District 7 Shelby County Commissioner Lindsey Allison, left, examines a historic fire truck with Bobbie King, right. King and her husband, J.D. recently donated hundreds of historic firefighting items to the county, which the county will showcase in its fire museum. (Reporter Photo/Neal Wagner)

By NEAL WAGNER / City Editor

County Manager Alex Dudchock recommended a Calera site for a proposed fire museum at a County Commission work session April 11.

The Calera plan was chosen over two proposals from the city of Pelham to locate the fire museum within Pelham city limits.

If approved by the county commission, the county and Calera would move forward with the joint venture to construct in phases an eventual building of approximately 40,000 square-feet on 4.35 acres of land on Alabama 25, about two blocks from Interstate 65 exit 228.

Dudchock said he would like to see crews breaking ground on the project within six months. After work is started at the site, it will likely take between six and eight months to complete, he said.

“What will phase one be? I can’t tell you that right now. I can tell you that it will be directly proportionate to what we can afford to make phase one,” Dudchock said.

Shelby County Commission Chairman Corley Ellis said the county likely will pursue federal and state grants to help fund and expand the museum in the future.

“I’m sure some federal money will be used. There can’t be a more worthy project for federal money,” Ellis said. “This has federal money written all over it.”

The fire museum would be located next to the Chevron station on Alabama 25, about a half-mile from the Heart of Dixie Railroad Museum.

Ellis said he is “very excited” about the museum, and said it will help make the Alabama 25 corridor a tourist destination throughout the whole county.

“When you combine it with the fact that you have the Heart of Dixie Railroad Museum, the Shelby County museum, the Shelby Iron Works, the Aldrich Coal Museum, the George Washington Museum and everything else, we will have a museum trail,” Ellis said.

With the commission’s approval, the county would use $500,000 in lodging tax revenues for an initial investment and contribute $35,000 annually before eventually “minimizing county funds” for the project, Dudchock noted in a prior written evaluation of Calera’s proposal.

Dudchock said the museum’s funding will come from the county’s lodging tax revenue, which the county currently has on hand and is earmarked for tourism-related projects.

“You are not spending any money out of your general fund,” Dudchock told the commission. “You’ve been saving for this, on the shorthand, for seven years.”

However, District 6 Commissioner Larry Dillard said he was concerned the money the county is looking to spend on the project could be put to better use.

“I realize we’ve got this lodging tax money earmarked.
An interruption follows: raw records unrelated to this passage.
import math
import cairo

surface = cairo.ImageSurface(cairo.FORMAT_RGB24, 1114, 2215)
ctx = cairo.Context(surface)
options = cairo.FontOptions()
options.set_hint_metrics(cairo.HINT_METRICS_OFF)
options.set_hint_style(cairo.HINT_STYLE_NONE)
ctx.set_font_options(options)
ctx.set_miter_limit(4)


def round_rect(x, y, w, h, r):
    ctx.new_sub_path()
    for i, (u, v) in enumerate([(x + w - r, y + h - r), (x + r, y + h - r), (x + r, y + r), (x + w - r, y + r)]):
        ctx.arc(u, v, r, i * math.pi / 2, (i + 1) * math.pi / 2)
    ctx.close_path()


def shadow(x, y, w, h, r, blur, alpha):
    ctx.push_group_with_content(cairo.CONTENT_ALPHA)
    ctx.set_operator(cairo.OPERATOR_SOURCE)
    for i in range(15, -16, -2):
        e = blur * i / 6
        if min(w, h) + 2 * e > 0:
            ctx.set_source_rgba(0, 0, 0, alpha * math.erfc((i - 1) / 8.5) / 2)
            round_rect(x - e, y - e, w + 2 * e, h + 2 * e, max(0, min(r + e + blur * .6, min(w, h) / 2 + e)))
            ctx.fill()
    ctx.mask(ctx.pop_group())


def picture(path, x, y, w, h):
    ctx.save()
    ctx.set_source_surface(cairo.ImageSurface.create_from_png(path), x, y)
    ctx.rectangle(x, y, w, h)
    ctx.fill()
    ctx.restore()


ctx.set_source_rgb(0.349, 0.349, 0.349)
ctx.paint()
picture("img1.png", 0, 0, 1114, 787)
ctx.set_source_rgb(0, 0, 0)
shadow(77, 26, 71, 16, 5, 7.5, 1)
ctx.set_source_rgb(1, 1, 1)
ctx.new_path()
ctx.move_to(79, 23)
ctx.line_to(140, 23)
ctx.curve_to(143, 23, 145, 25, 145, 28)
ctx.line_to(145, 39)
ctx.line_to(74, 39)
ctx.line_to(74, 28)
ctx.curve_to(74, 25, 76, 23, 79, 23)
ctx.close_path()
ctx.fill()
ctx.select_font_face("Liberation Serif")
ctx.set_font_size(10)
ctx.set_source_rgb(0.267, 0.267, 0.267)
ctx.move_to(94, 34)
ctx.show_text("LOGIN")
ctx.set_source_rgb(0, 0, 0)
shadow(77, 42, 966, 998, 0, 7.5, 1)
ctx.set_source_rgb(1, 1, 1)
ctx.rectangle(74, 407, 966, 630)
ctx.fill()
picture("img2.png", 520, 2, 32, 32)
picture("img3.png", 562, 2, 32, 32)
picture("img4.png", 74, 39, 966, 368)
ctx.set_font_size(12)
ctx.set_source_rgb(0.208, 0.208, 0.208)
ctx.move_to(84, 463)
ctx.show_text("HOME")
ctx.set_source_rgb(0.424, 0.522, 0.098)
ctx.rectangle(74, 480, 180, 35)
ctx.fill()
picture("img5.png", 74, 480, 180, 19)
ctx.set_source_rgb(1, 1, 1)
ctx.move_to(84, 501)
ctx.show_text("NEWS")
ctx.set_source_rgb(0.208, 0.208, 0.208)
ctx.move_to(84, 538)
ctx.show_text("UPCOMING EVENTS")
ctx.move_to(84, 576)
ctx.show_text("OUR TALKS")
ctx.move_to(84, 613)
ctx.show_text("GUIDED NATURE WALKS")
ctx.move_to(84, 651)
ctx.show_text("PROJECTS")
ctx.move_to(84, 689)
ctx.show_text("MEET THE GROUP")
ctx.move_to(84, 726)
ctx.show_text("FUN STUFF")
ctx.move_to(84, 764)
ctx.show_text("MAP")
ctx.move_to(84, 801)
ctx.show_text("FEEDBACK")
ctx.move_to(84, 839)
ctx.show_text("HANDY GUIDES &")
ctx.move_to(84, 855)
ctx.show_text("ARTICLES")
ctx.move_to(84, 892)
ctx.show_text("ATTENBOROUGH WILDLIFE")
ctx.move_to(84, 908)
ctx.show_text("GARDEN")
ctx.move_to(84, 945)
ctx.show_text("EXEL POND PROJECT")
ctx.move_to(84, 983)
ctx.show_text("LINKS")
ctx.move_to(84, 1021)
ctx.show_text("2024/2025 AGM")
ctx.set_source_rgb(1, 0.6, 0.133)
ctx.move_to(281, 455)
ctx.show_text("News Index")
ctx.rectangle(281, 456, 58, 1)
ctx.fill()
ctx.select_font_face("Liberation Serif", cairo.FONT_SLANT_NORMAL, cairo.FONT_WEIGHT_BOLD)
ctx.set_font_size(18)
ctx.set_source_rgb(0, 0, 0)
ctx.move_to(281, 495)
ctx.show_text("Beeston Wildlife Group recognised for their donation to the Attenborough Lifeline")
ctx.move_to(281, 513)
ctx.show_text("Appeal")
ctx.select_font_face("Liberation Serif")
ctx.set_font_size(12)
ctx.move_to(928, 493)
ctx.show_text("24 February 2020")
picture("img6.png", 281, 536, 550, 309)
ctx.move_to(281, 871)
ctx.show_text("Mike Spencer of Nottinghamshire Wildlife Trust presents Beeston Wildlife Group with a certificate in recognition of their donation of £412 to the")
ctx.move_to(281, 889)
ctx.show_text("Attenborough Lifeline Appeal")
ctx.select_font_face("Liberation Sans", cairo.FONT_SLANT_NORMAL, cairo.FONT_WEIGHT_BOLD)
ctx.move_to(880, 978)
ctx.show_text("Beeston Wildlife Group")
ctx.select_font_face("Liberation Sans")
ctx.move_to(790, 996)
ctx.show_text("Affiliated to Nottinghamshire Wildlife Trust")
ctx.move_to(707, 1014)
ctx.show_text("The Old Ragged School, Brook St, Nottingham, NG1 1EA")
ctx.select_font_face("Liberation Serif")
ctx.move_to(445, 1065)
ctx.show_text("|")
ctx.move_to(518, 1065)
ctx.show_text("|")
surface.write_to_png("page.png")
I don’t know that we don’t need to look at some of our earmarks,” Dillard said, noting many county employees have not received step raises in two years. “I think this (museum) is a great idea. But I think I’m more enthusiastic about getting step raises for our employees.”

Calera has committed $625,425 – including $495,000 for the land – to develop the site and $15,000 in annual contributions.

“We have really worked hard to pursue this opportunity,” said Calera Mayor Jon Graham. “This will truly make Calera a destination city. We feel like this will be a good partnership with the county.”